On "Elite" schools
I was reading some comments made online regarding education.
There seems to be a perception, which is popular with a fair number of commenters, that schools which produce academically brilliant kids stint on character and moral development and vice versa. I can only suppose it makes them feel better, because I do not think it's true.
The world isn't equal. It doesn't hold true that just because you have certain strengths in some areas, you must have weaknesses in others. Assuredly, they are the subject's weakness. Which, relatively speaking, might still mean that the subject's proficiency or grasp of it is still much stronger than the average.
A child could very well be poor in his studies, have a face that no mother could love, punch with the strength of a kitten and yet be someone who would happily kill cats in the most painful way available.

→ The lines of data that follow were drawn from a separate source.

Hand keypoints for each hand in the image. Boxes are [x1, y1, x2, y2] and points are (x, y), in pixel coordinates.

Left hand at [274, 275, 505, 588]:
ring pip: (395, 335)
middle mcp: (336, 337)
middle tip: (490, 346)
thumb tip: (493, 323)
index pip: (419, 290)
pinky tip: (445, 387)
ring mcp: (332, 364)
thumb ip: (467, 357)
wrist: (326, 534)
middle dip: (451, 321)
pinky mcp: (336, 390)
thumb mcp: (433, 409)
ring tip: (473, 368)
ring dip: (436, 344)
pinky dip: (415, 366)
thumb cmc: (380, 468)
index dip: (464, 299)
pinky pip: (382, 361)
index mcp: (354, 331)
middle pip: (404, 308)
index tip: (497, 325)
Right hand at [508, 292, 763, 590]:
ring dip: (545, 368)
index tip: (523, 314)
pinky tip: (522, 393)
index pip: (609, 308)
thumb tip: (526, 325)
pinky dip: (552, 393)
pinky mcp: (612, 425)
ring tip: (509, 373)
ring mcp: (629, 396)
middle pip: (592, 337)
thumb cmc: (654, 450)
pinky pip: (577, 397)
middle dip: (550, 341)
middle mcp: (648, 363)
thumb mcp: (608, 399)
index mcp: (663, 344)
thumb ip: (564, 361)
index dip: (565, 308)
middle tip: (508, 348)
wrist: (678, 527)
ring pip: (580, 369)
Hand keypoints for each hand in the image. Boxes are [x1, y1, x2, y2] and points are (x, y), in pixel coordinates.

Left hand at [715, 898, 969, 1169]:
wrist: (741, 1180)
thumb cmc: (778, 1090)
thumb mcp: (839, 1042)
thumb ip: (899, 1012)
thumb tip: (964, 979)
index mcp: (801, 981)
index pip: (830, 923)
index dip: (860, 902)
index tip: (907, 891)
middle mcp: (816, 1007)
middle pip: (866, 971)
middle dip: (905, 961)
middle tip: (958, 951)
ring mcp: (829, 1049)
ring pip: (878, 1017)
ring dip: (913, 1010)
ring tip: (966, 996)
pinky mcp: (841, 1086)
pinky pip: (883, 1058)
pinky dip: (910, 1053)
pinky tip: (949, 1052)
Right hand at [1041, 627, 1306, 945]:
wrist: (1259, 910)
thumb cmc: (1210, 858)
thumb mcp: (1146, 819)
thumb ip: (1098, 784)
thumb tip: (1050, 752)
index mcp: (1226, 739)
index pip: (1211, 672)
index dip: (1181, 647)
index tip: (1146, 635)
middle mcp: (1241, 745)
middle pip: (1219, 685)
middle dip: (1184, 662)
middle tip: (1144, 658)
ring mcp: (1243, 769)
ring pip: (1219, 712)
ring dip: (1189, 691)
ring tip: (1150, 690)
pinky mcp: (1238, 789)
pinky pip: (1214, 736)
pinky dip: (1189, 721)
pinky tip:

Leaving out my opinion that parents should be the ones to inculcate moral fibre and build character, a school that doesn't focus on academics doesn't mean it focuses on character development. For certain things, you can't have one without the other. You mean it makes sense that if a school teaches rigor and persistence, focus and analysis, the students will all do less well in the PSLE?
Personally, I find that people who have done well in life, and not unnecessarily just in the material sense, are more ready to extend a helping hand. The downtrodden may actually simply rob the bugger while he is down.
While that isn't always true and certainly not a reflection on the poor, it is what it is. In 2016, it wasn't the rich and educated liberals who elected Donald Trump to the White House. It was the poor who sent a poorly prepared billionaire armed with a grenade.
Life isn't fair and the system isn't going to make it equal. You are. And that should be what empowers you.
Stop blaming the system and simply try to make the best of it. Without the cat killing, of course.